ChangeLog for PCRE
------------------
+Version 7.4 21-Sep-07
+---------------------
+
+1. Change 7.3/28 was implemented for classes by looking at the bitmap. This
+ means that a class such as [\s] counted as "explicit reference to CR or
+ LF". That isn't really right - the whole point of the change was to try to
+ help when there was an actual mention of one of the two characters. So now
+ the change happens only if \r or \n (or a literal CR or LF) character is
+ encountered.
+
+2. The 32-bit options word was also used for 6 internal flags, but the numbers
+ of both had grown to the point where there were only 3 bits left.

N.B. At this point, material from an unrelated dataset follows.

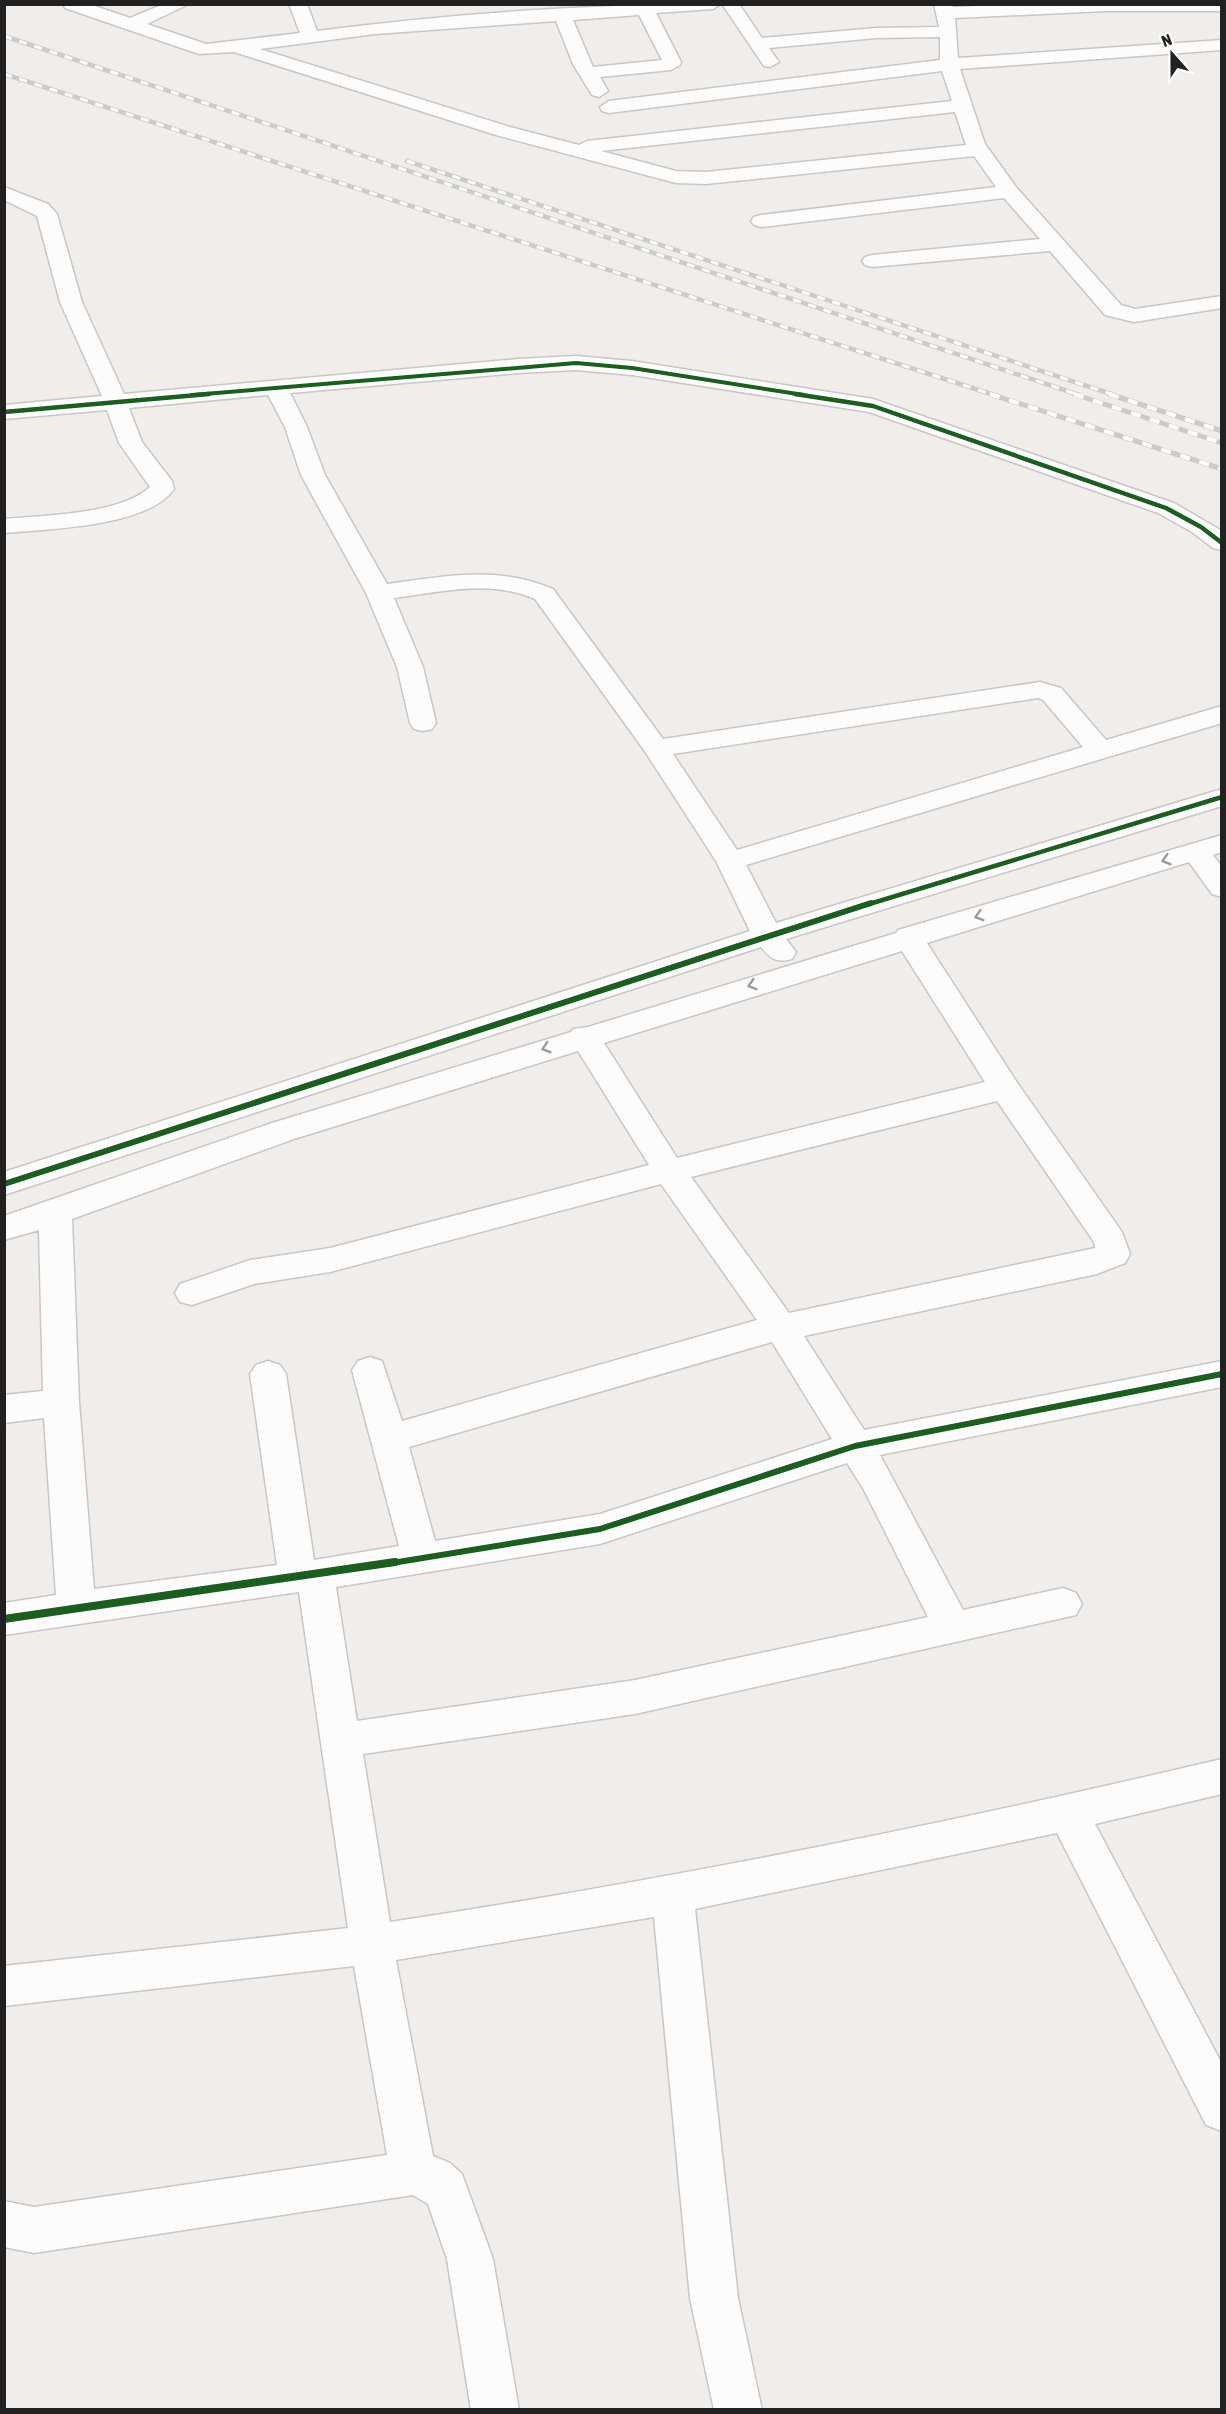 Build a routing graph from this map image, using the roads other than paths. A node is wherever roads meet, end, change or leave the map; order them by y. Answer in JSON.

+ Fortunately, there was spare space in the data structure, and so I have
+ moved the internal flags into a new 16-bit field to free up more option
+ bits.
+
+3. The appearance of (?J) at the start of a pattern set the DUPNAMES option,
+ but did not set the internal JCHANGED flag - either of these is enough to
+ control the way the "get" function works - but the PCRE_INFO_JCHANGED
+ facility is supposed to tell if (?J) was ever used, so now (?J) at the
+ start sets both bits.
+
+4. Added options (at build time, compile time, exec time) to change \R from
+ matching any Unicode line ending sequence to just matching CR, LF, or CRLF.
+
+5. doc/pcresyntax.html was missing from the distribution.
+
+6. Put back the definition of PCRE_ERROR_NULLWSLIMIT, for backward
+ compatibility, even though it is no longer used.
+
+7. Added macro for snprintf to pcrecpp_unittest.cc and also for strtoll and
+ strtoull to pcrecpp.cc to select the available functions in WIN32 when the
+ windows.h file is present (where different names are used). [This was
+ reversed later after testing - see 16 below.]
+
+8. Changed all #include <config.h> to #include "config.h". There were also
+ some further <pcre.h> cases that I changed to "pcre.h".
+
+9. When pcregrep was used with the --colour option, it missed the line ending
+ sequence off the lines that it output.
+
+10. It was pointed out to me that arrays of string pointers cause lots of
+ relocations when a shared library is dynamically loaded. A technique of
+ using a single long string with a table of offsets can drastically reduce
+ these. I have refactored PCRE in four places to do this. The result is
+ dramatic:
+
+ Originally: 290
+ After changing UCP table: 187
+ After changing error message table: 43
+ After changing table of "verbs" 36
+ After changing table of Posix names 22
+
+ Thanks to the folks working on Gregex for glib for this insight.
+
+11. --disable-stack-for-recursion caused compiling to fail unless -enable-
+ unicode-properties was also set.
+
+12. Updated the tests so that they work when \R is defaulted to ANYCRLF.
+
+13. Added checks for ANY and ANYCRLF to pcrecpp.cc where it previously
+ checked only for CRLF.
+
+14. Added casts to pcretest.c to avoid compiler warnings.
+
+15. Added Craig's patch to various pcrecpp modules to avoid compiler warnings.
+
+16. Added Craig's patch to remove the WINDOWS_H tests, that were not working,
+ and instead check for _strtoi64 explicitly, and avoid the use of snprintf()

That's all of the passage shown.